Vaccines Get New Scrutiny
Vaccinations are supersafe, but maybe not all at once, or for certain children
Call for study. Far more quietly, the government is acknowledging that, at the moment, science doesn't know much about how many shots a kid can safely get at once and which children will be harmed. Last March, the family of 9-year-old Hannah Poling won a claim in the federal Vaccine Court (created to protect manufacturers from ruinous lawsuits) that the autism she developed as a toddler was most likely triggered by receiving five shots against nine diseases in one day; all told, the government has paid out more than $900 million for vaccine injuries over the past two decades. Since the Poling verdict, the government has called for new safety studies—to evaluate, say, whether gene variations may make some kids more susceptible to vaccine injury. "If we can show that individuals of a certain genetic profile have a greater propensity for developing adverse events, we may want to screen everyone prior to vaccination," says Anthony Fauci, director of the National Institute of Allergy and Infectious Diseases, a key partner in the new initiative.

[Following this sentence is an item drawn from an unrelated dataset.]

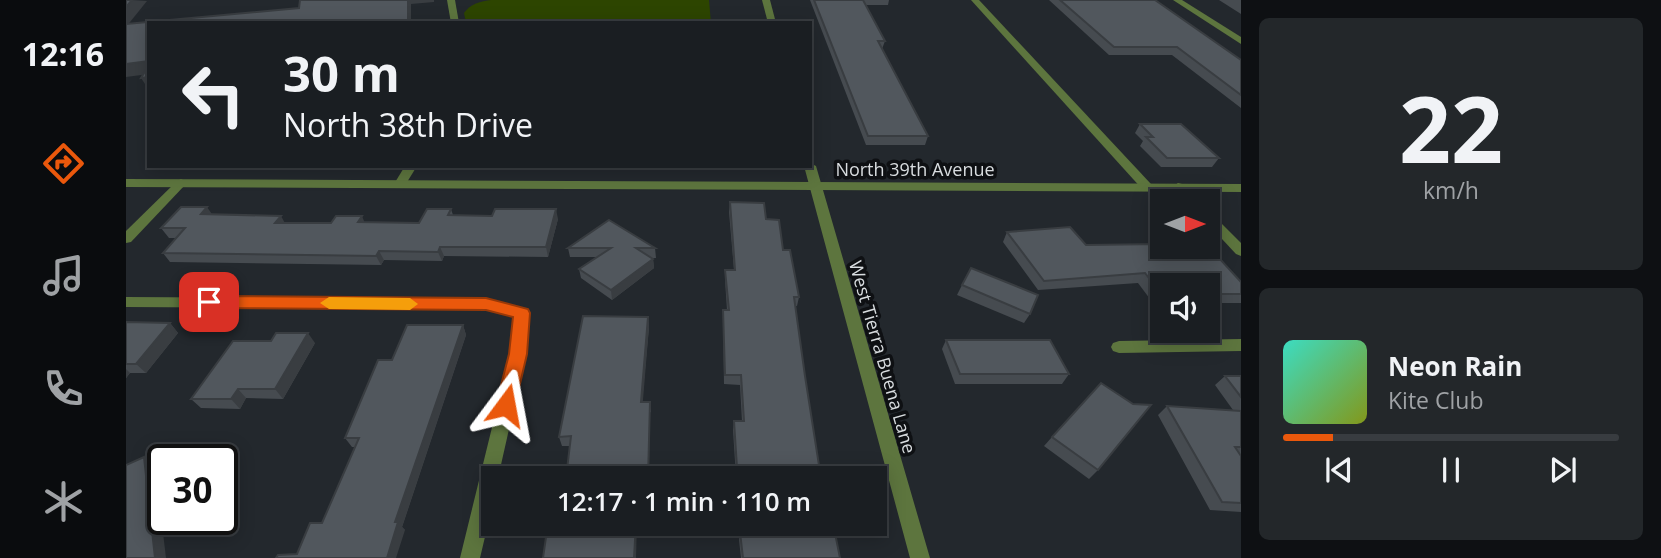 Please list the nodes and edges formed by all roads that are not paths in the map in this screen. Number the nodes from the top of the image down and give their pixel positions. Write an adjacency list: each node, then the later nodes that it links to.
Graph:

The concern that vaccines might trigger autism was first sparked a decade ago by a British study—since refuted—showing that the measles part of the measles-mumps-rubella shot caused intestinal inflammation and allowed toxins to enter the bloodstream and attack the central nervous system. Other experts speculated that thimerosal, a preservative containing mercury, was the culprit, and it was removed from children's vaccines in 2001 (though most flu vaccines still contain it). The CDC is currently conducting a study of 1,200 children to see whether a thimerosal-autism link really does exist, while some scientists wonder whether a small percentage of cases are, like Hannah Poling's, triggered by multiple vaccinations. Poling was found to have mitochondrial disease, a nerve disorder causing autismlike symptoms that appeared to be brought on by her immunizations. "Mitochondrial disease often occurs in the later stages of a viral illness, and it's proper reasoning to think that vaccines could do what viruses do," in terms of immune reactions, says neurologist Bruce Cohen, a mitochondrial disease expert at the Cleveland Clinic.

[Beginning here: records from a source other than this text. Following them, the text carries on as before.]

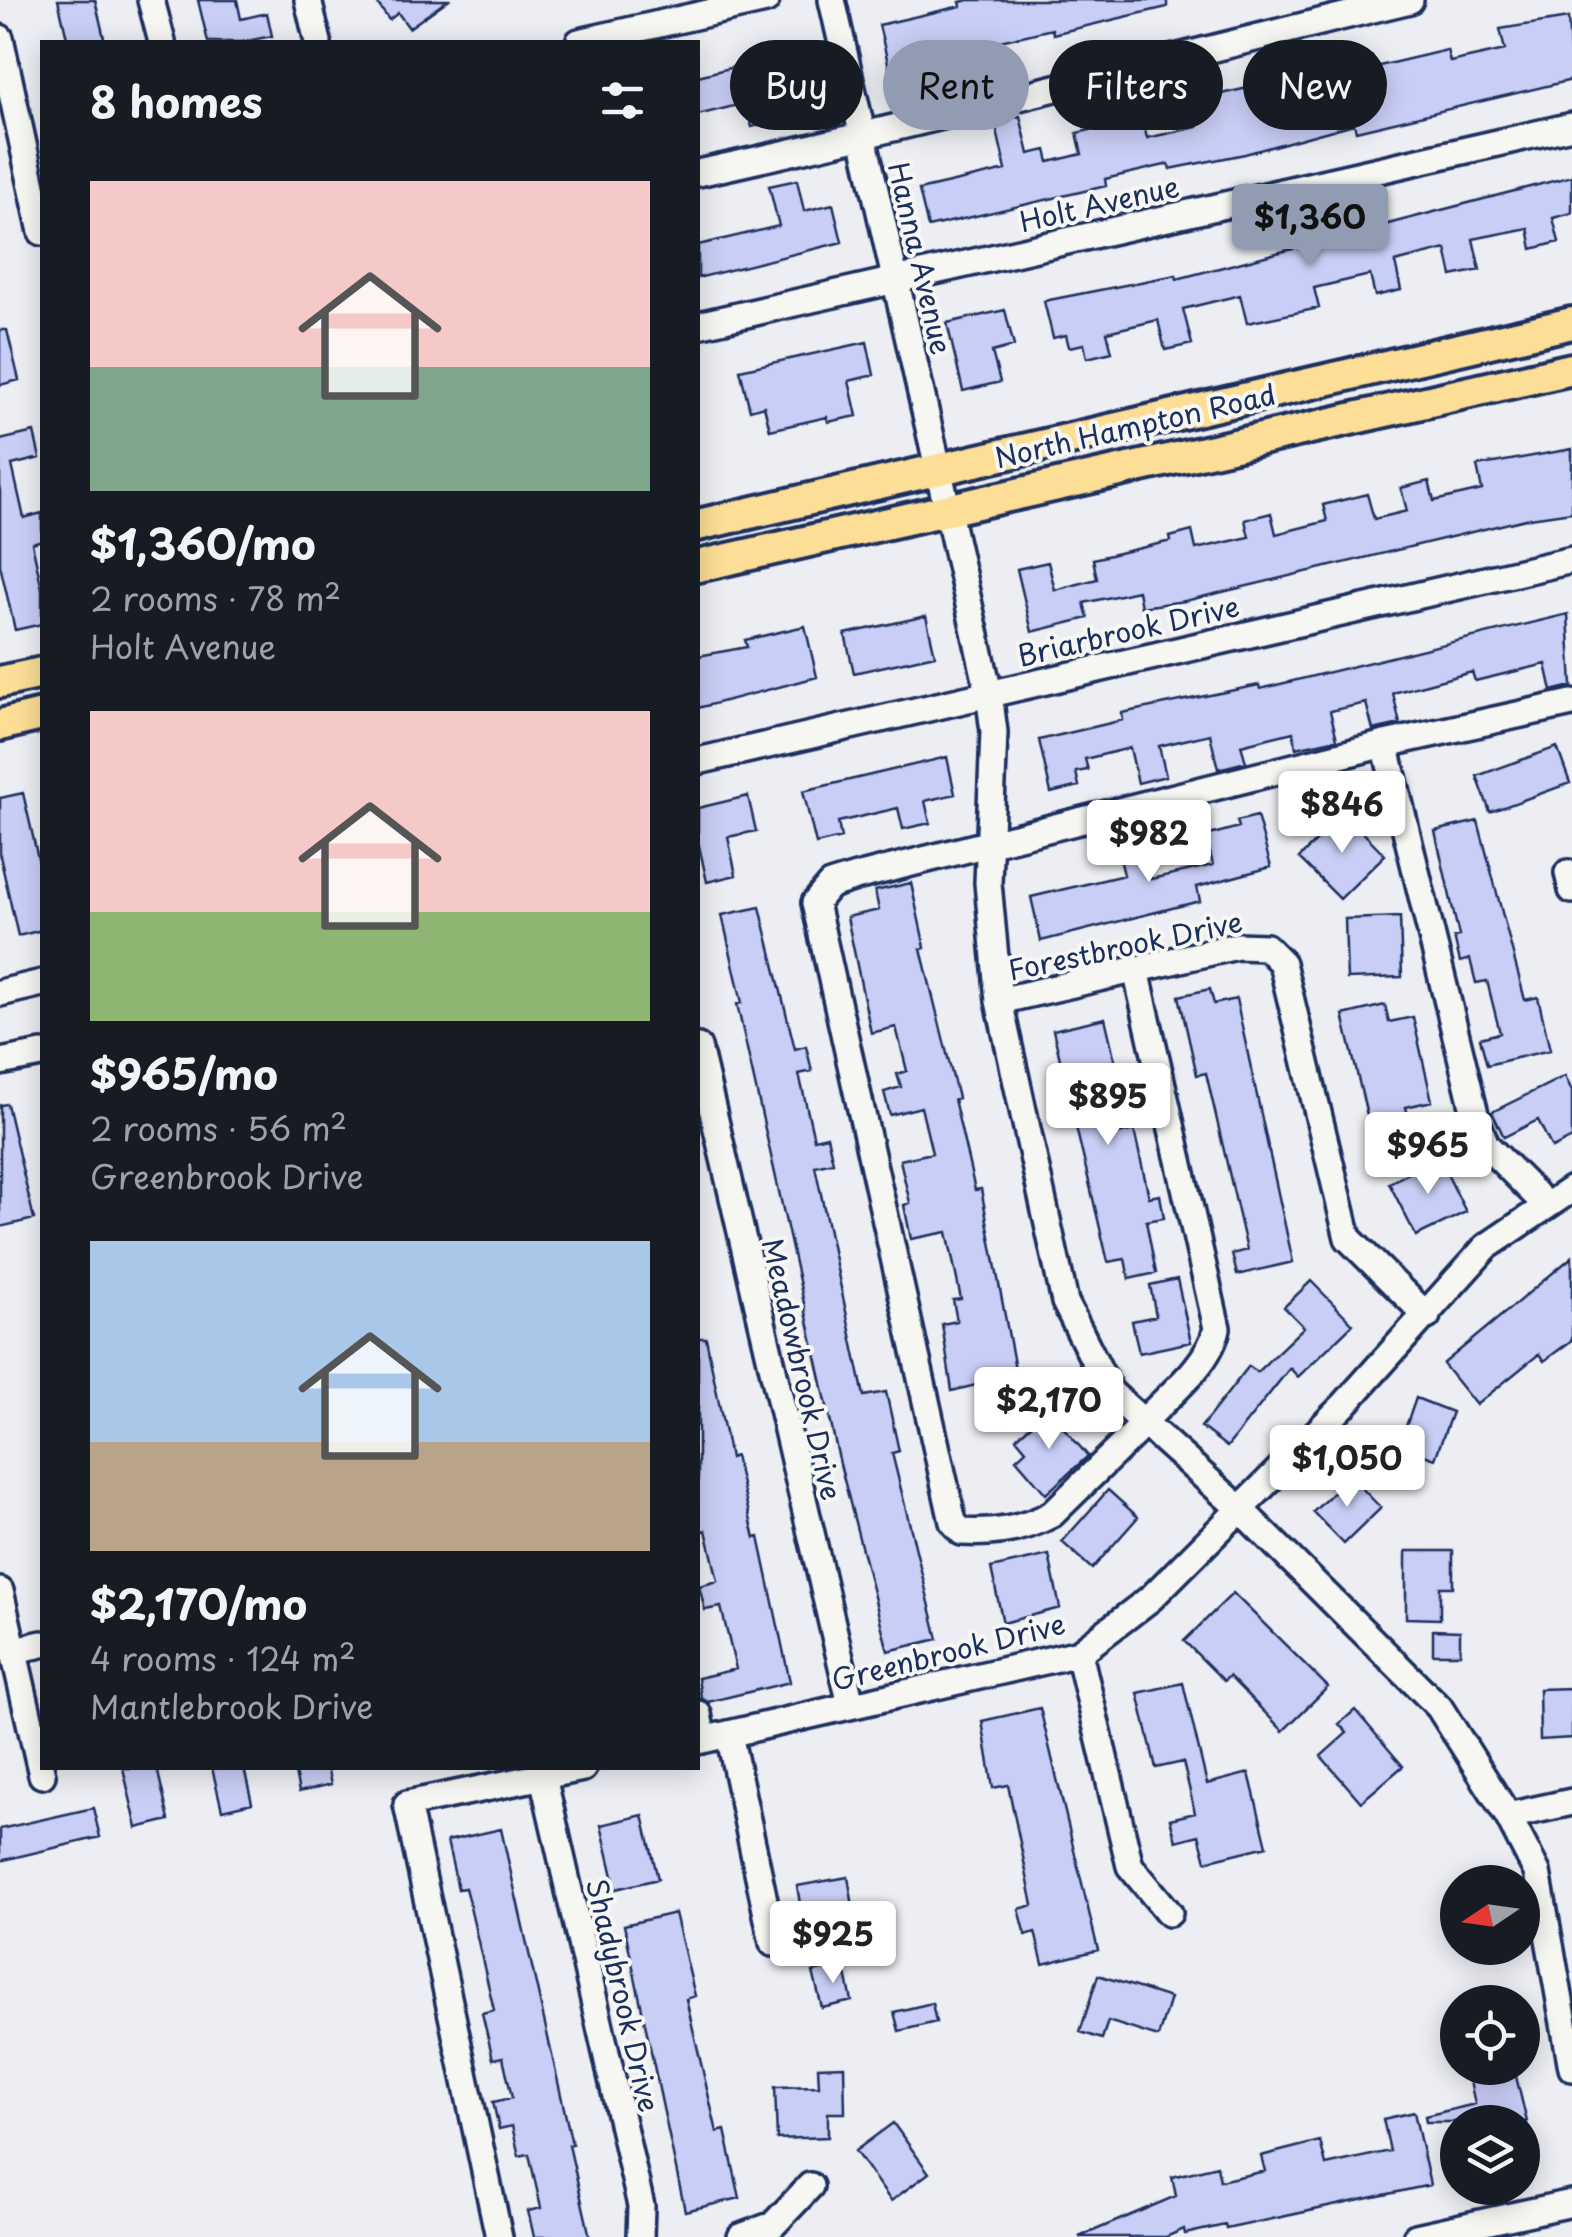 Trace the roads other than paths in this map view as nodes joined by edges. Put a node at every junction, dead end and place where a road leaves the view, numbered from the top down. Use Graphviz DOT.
graph roads {
  1 [pos="151,0"];
  2 [pos="308,0"];
  3 [pos="766,0"];
  4 [pos="832,0"];
  5 [pos="1410,0"];
  6 [pos="0,38"];
  7 [pos="161,40"];
  8 [pos="318,40"];
  9 [pos="588,40"];
  10 [pos="1572,126"];
  11 [pos="863,137"];
  12 [pos="700,173"];
  13 [pos="40,223"];
  14 [pos="896,282"];
  15 [pos="1572,323"];
  16 [pos="700,325"];
  17 [pos="1572,369"];
  18 [pos="938,470"];
  19 [pos="947,510"];
  20 [pos="700,525"];
  21 [pos="1572,560"];
  22 [pos="700,566"];
  23 [pos="40,672"];
  24 [pos="0,682"];
  25 [pos="989,693"];
  26 [pos="1572,703"];
  27 [pos="40,715"];
  28 [pos="0,725"];
  29 [pos="1385,744"];
  30 [pos="700,761"];
  31 [pos="991,845"];
  32 [pos="1136,970"];
  33 [pos="40,983"];
  34 [pos="0,993"];
  35 [pos="999,1002"];
  36 [pos="40,1054"];
  37 [pos="700,1055"];
  38 [pos="0,1062"];
  39 [pos="1572,1189"];
  40 [pos="1546,1205"];
  41 [pos="1427,1316"];
  42 [pos="1144,1422"];
  43 [pos="1239,1508"];
  44 [pos="0,1590"];
  45 [pos="40,1644"];
  46 [pos="11,1651"];
  47 [pos="1080,1653"];
  48 [pos="851,1706"];
  49 [pos="700,1732"];
  50 [pos="729,1734"];
  51 [pos="40,1767"];
  52 [pos="41,1770"];
  53 [pos="541,1772"];
  54 [pos="42,1775"];
  55 [pos="1572,1802"];
  56 [pos="1508,1816"];
  57 [pos="1169,1913"];
  58 [pos="774,1943"];
  59 [pos="1572,2068"];
  60 [pos="810,2186"];
  61 [pos="1572,2203"];
  62 [pos="499,2237"];
  63 [pos="640,2237"];
  64 [pos="741,2237"];
  65 [pos="1416,2237"];
  1 -- 7 [label="street"];
  2 -- 8 [label="street"];
  3 -- 9 [label="street"];
  4 -- 11 [label="street, Hanna Avenue"];
  5 -- 11 [label="street"];
  6 -- 13 [label="street"];
  10 -- 14 [label="street, Holt Avenue"];
  11 -- 12 [label="street"];
  11 -- 14 [label="street, Hanna Avenue"];
  14 -- 16 [label="street, Holt Avenue"];
  14 -- 18 [label="street, Hanna Avenue"];
  15 -- 18 [label="main road, North Hampton Road"];
  17 -- 19 [label="main road, North Hampton Road"];
  18 -- 19 [label="street, Hanna Avenue"];
  18 -- 20 [label="main road, North Hampton Road"];
  19 -- 22 [label="main road, North Hampton Road"];
  19 -- 25 [label="street, Hanna Avenue"];
  21 -- 25 [label="street, Briarbrook Drive"];
  23 -- 24 [label="main road"];
  25 -- 30 [label="street, Briarbrook Drive"];
  25 -- 31 [label="street, Hanna Avenue"];
  26 -- 29 [label="street"];
  27 -- 28 [label="main road"];
  29 -- 31 [label="street"];
  29 -- 40 [label="street"];
  31 -- 35 [label="street, Hanna Avenue"];
  31 -- 42 [label="street"];
  32 -- 35 [label="street, Forestbrook Drive"];
  32 -- 41 [label="street, Forestbrook Drive"];
  32 -- 42 [label="street"];
  33 -- 34 [label="street"];
  35 -- 42 [label="street, Hanna Avenue"];
  36 -- 38 [label="street"];
  37 -- 48 [label="street, Meadowbrook Drive"];
  39 -- 40 [label="street, Greenbrook Drive"];
  40 -- 41 [label="street, Greenbrook Drive"];
  41 -- 43 [label="street, Greenbrook Drive"];
  42 -- 43 [label="street, Hanna Avenue"];
  43 -- 47 [label="street, Greenbrook Drive"];
  43 -- 56 [label="street, Hanna Avenue"];
  44 -- 46 [label="street"];
  45 -- 46 [label="street"];
  46 -- 51 [label="street"];
  47 -- 48 [label="street, Greenbrook Drive"];
  47 -- 57 [label="street"];
  48 -- 50 [label="street, Greenbrook Drive"];
  49 -- 50 [label="street, Greenbrook Drive"];
  50 -- 58 [label="street"];
  52 -- 54 [label="street"];
  53 -- 62 [label="street"];
  53 -- 63 [label="street, Shadybrook Drive"];
  55 -- 56 [label="street"];
  56 -- 59 [label="street, Hanna Avenue"];
  60 -- 64 [label="street"];
  61 -- 65 [label="street"];
}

A search for markers. The answer could lie in gene studies. "We'd like to know if there are particular markers that signal undetectable diseases like a subclinical mitochrondrial disorder," says Fauci. A 2007 study already found that certain mutations affect a person's susceptibility to fevers after smallpox vaccination; the researchers say they may also predict other responses, like febrile seizures linked to the MMR vaccine.

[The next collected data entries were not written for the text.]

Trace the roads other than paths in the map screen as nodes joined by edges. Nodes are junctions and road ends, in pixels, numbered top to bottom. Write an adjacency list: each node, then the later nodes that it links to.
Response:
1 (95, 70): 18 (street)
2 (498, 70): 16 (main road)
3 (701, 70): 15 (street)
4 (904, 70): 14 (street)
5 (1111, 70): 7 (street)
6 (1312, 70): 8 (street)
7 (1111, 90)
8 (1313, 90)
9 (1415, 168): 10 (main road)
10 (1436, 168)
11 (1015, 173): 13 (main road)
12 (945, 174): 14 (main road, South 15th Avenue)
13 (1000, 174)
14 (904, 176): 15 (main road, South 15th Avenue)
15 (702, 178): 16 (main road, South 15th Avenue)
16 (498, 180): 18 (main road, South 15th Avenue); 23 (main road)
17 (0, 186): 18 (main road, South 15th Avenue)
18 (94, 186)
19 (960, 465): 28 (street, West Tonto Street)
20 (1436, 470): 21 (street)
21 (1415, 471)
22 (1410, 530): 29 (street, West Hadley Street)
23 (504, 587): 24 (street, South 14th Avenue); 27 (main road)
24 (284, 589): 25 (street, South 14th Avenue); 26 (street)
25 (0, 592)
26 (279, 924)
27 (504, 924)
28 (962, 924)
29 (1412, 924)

It's important to keep the risks in perspective: More than 95 percent of kids sail through their shots with, at most, a little fussiness, according to Renee Jenkins, president of the American Academy of Pediatrics. A small percentage experience an overactive immune response like redness, swelling, or pain at the injection site, high fever, or extreme irritability, but severe complications like anaphylactic shock are extremely rare (see graphic). Still, how to account for the fact that once familiar diseases like measles and mumps have become nearly as rare as the adverse reactions?